Pour un riz moins compact, cette astuce au vinaigre mérite sa place parmi les bons gestes de cuisson
Quelques gouttes de vinaigre dans l’eau de cuisson suffiraient-elles vraiment à obtenir un riz plus agréable ? Derrière cette astuce très partagée se cache un phénomène réel lié à l’amidon, mais son efficacité dépend surtout du riz choisi, du dosage et de la cuisson.
Avant de modifier la texture du riz, il faut comprendre ce qui se passe réellement dans la casserole. À la cuisson, les grains absorbent l’eau tandis que leur amidon se gélatinise sous l’effet de la chaleur. Une partie de l’amylose peut alors migrer vers l’extérieur. Plus cet amidon se retrouve en surface, plus les grains risquent de s’accrocher après la cuisson et pendant leur refroidissement.
L’acide acétique, principal acide du vinaigre, peut modifier ce phénomène. Des travaux scientifiques montrent qu’un environnement acide influence le gonflement et les propriétés de l’amidon de riz. Cela ne signifie pourtant pas qu’une cuillère de vinaigre transforme systématiquement une casserole collante en riz parfaitement détaché.
Une petite quantité suffit pour tester l’astuce sans donner une saveur acide au riz
Pour essayer cette méthode à la maison, inutile d’avoir la main lourde. Le plus prudent consiste à commencer avec une cuillère à café de vinaigre pour une casserole familiale. L’objectif est de modifier légèrement l’environnement de cuisson, pas de donner au riz le goût caractéristique d’une vinaigrette.

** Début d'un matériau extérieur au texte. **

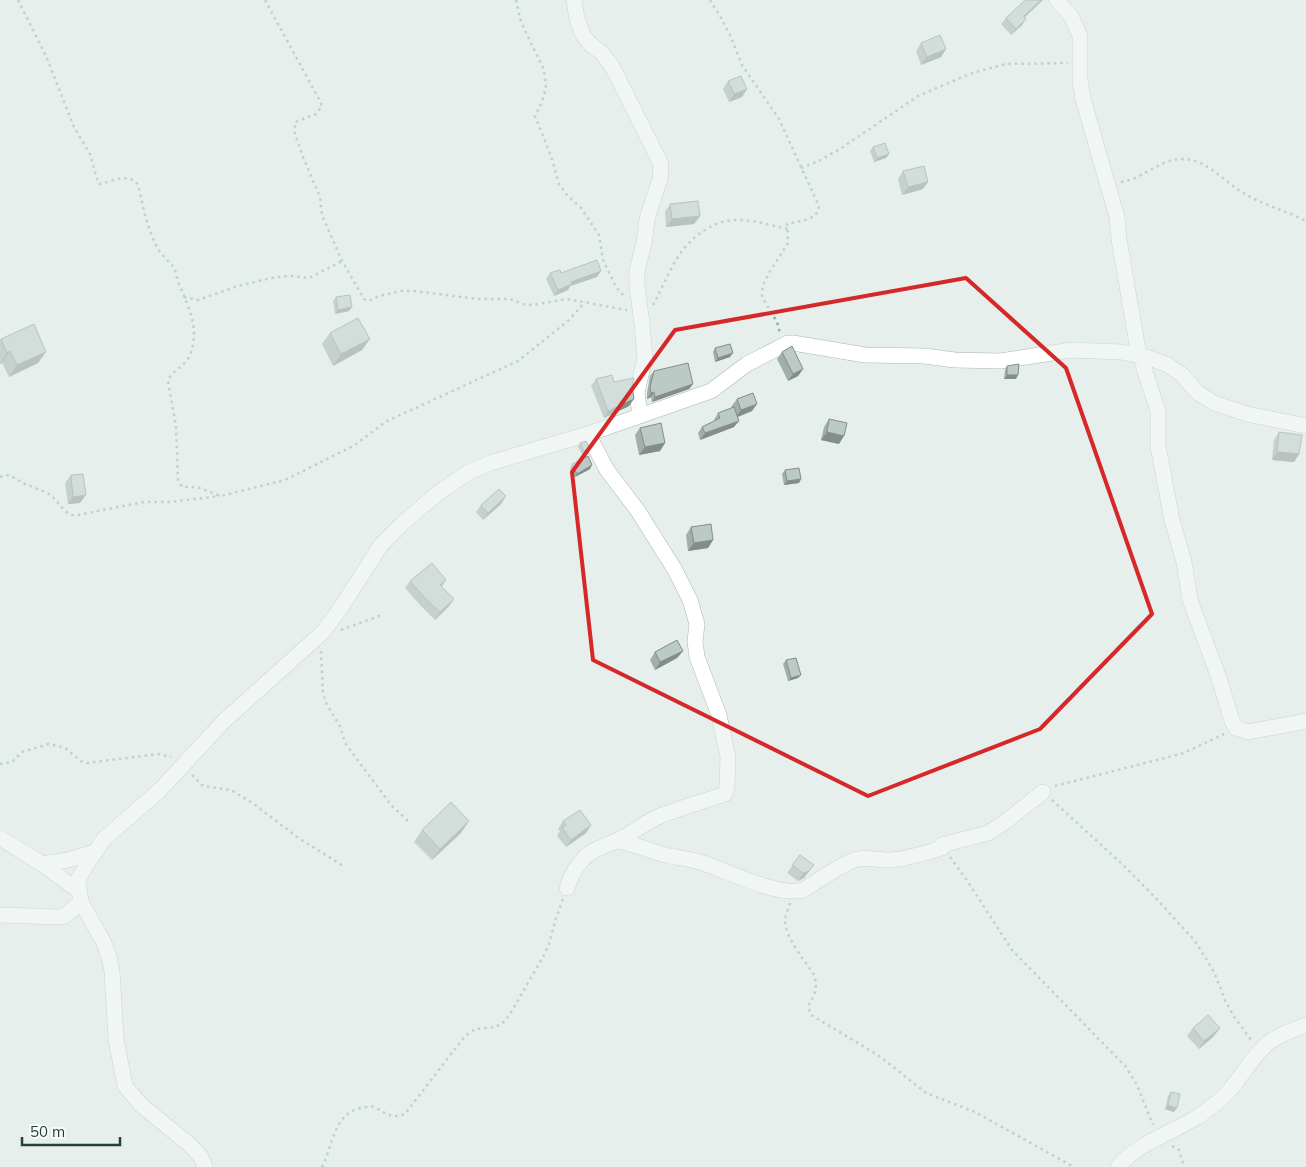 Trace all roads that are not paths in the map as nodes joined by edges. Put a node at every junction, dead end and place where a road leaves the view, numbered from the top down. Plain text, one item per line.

Les vinaigres doux sont généralement les plus simples à utiliser. Vinaigre de riz, vinaigre de cidre ou vinaigre blanc alimentaire peuvent convenir, avec des nuances aromatiques différentes. Un vinaigre très puissant ou fortement dosé risque en revanche de prendre le dessus, notamment avec un riz nature destiné à accompagner un plat délicat.

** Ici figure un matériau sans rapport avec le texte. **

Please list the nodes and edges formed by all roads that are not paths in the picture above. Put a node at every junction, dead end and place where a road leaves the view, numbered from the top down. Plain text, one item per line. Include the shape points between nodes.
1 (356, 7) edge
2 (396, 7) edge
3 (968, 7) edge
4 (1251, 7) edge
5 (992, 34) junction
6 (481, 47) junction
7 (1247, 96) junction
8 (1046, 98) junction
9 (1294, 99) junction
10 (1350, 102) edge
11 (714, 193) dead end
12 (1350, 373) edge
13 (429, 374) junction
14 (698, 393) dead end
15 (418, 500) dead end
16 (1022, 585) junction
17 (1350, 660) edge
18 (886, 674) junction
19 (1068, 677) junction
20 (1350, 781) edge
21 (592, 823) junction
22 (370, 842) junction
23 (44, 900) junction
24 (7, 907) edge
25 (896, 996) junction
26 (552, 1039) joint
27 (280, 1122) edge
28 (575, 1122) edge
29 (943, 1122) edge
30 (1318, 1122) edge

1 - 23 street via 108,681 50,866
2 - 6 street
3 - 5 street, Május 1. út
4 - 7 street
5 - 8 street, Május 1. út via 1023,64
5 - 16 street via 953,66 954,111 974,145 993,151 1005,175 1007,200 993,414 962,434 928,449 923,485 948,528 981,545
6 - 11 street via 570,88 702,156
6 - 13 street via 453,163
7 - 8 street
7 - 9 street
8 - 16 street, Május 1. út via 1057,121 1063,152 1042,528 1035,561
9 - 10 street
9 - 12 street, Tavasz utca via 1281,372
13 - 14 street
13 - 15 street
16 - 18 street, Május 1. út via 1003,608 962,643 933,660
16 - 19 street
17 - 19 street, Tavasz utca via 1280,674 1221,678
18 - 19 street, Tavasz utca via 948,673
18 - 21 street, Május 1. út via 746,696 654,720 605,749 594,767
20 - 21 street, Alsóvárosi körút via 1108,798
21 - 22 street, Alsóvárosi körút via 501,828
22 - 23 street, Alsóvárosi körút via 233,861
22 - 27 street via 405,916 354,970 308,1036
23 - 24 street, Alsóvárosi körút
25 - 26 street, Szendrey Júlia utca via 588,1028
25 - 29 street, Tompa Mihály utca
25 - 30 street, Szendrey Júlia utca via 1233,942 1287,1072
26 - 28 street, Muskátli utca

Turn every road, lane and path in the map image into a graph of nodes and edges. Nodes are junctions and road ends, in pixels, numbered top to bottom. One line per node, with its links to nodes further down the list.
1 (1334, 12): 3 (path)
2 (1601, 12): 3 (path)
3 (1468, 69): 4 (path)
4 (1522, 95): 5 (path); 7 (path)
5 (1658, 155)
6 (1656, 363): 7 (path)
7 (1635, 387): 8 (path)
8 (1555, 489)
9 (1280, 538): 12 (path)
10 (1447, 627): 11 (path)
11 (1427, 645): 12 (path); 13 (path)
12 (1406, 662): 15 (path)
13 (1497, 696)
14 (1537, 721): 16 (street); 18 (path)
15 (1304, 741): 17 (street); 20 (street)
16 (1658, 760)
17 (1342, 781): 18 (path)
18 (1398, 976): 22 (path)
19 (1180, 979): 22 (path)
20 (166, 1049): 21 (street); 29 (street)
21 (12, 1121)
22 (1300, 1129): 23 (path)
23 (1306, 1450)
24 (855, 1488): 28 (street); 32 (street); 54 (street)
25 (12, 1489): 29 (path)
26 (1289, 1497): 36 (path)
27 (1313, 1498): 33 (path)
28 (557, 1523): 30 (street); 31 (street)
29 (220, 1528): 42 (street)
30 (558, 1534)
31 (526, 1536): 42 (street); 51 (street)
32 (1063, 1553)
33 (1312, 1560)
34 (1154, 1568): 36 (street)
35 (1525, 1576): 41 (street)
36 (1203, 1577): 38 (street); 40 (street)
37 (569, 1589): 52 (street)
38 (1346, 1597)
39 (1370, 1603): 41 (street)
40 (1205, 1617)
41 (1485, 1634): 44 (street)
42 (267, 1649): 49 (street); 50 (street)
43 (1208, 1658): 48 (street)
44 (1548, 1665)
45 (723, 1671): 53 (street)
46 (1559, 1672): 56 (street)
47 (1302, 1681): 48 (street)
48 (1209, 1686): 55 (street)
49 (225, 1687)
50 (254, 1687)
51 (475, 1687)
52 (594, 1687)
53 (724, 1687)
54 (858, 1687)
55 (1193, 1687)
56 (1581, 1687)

Pour garder un résultat équilibré, quelques repères suffisent :
- commencer par une cuillère à café ;
- verser le vinaigre dans l’eau avant la cuisson ;
- ne pas augmenter la quantité si le riz est déjà naturellement peu collant.
Le dosage reste donc plus important que l’astuce elle-même.
Le rinçage, la quantité d’eau et le repos comptent davantage pour obtenir des grains séparés
Le vinaigre ne compensera jamais une cuisson approximative. Pour un basmati ou un riz long, le rinçage sous l’eau froide reste particulièrement utile afin d’éliminer une partie de l’amidon présent en surface. La quantité d’eau doit également être adaptée à la variété et au mode de cuisson choisi.
Une fois le feu coupé, laisser le riz reposer quelques minutes sous son couvercle permet à l’humidité de se répartir plus régulièrement. Les grains peuvent ensuite être détachés délicatement à la fourchette. Remuer constamment pendant la cuisson produit souvent l’effet inverse en favorisant la libération d’amidon.
Pour mettre toutes les chances de son côté :
- rincer le riz jusqu’à obtenir une eau nettement plus claire ;
- respecter le rapport entre eau et riz ;
- laisser reposer avant d’égrainer.
Ces gestes simples restent les plus fiables pour éviter une masse compacte dans l’assiette.
Cette astuce mérite surtout d’être adaptée au type de riz et au résultat recherché
Tous les riz ne doivent d’ailleurs pas finir avec des grains parfaitement indépendants. Dans un risotto, la libération d’amidon participe précisément à l’onctuosité recherchée. Pour les sushis, une certaine cohésion est également indispensable, même si le vinaigre intervient ensuite dans l’assaisonnement traditionnel du riz cuit.
L’intérêt du vinaigre réside donc moins dans une recette miracle que dans un petit levier de cuisson à tester. Employé avec mesure, il peut modifier la texture sans parfumer fortement le plat. Mais pour un riz léger et agréable, rinçage, eau, variété et temps de repos restent déterminants.